Mediocres del mundo ¡Me río en vuestra cara!

sábado, 14 de marzo de 2026

El hombre del tiempo.

 

¿Por qué te tiran cosas, hijo? No logro entenderlo. Es porque soy famoso, supongo que no le puedes caer bien a todo el mundo. Yo también soy famoso; tengo un jodido premio Pulitzer y nadie me ha arrojado un batido de fresa o un donut desde una furgoneta, jamás. No tiene sentido, es absurdo. Será que tú eres respetable; yo solo soy «El hombre del tiempo» de una cadena local. Supongo que llevo escrito en la cara: soy un cretino, puedes pagar conmigo tu rabia y frustración. No le des más vueltas papá, tan poco me pasa todos los días.
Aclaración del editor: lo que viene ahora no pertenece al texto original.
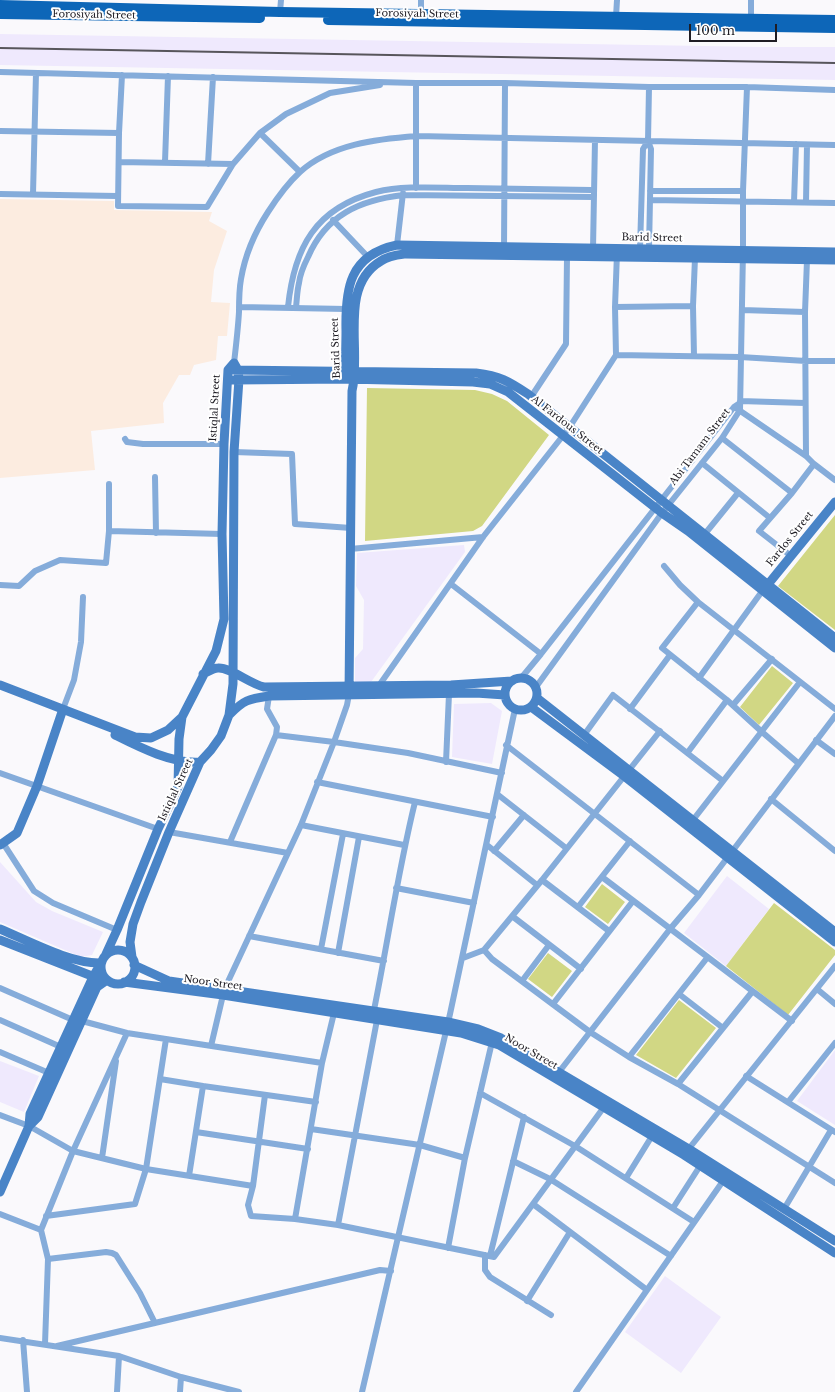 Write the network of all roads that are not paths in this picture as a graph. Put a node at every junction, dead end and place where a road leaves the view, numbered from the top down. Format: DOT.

Joder, hijo ya me quedo más tranquilo.

Así es mi vida. Mi padre es alguien importante; el Spritzel al que nadie insulta; el escritor admirado y respetado. Su hijo en cambio es un pobre idiota que da predicciones que no gustan; la nieve o la lluvia, las olas de calor, los tifones y los huracanes, nunca satisfacen a nadie. Ni que fuera culpa mía joderles el fin de semana de pesca. Si ni siquiera soy climatólogo o algo parecido. Estudié periodismo y cuando me hicieron la prueba en el canal de televisión, la única plaza que me ofrecieron fue esa. Diez años después ahí sigo, pero el salto a una cadena importante, de nivel nacional está cada vez más cerca. Seguro que cuando me mude a la Gran Manzana nadie se atreverá a reírse de mí. Mientras llega ese día, debo ser paciente y seguir practicando el tiro con arco. Pero sobre todo, debo recordar que si quiero volver a tener una familia medianamente normal, nunca, nunca más debo olvidarme de la salsa tártara.

Inspirado en la película “El hombre del tiempo” Gore Verbinski. 2008.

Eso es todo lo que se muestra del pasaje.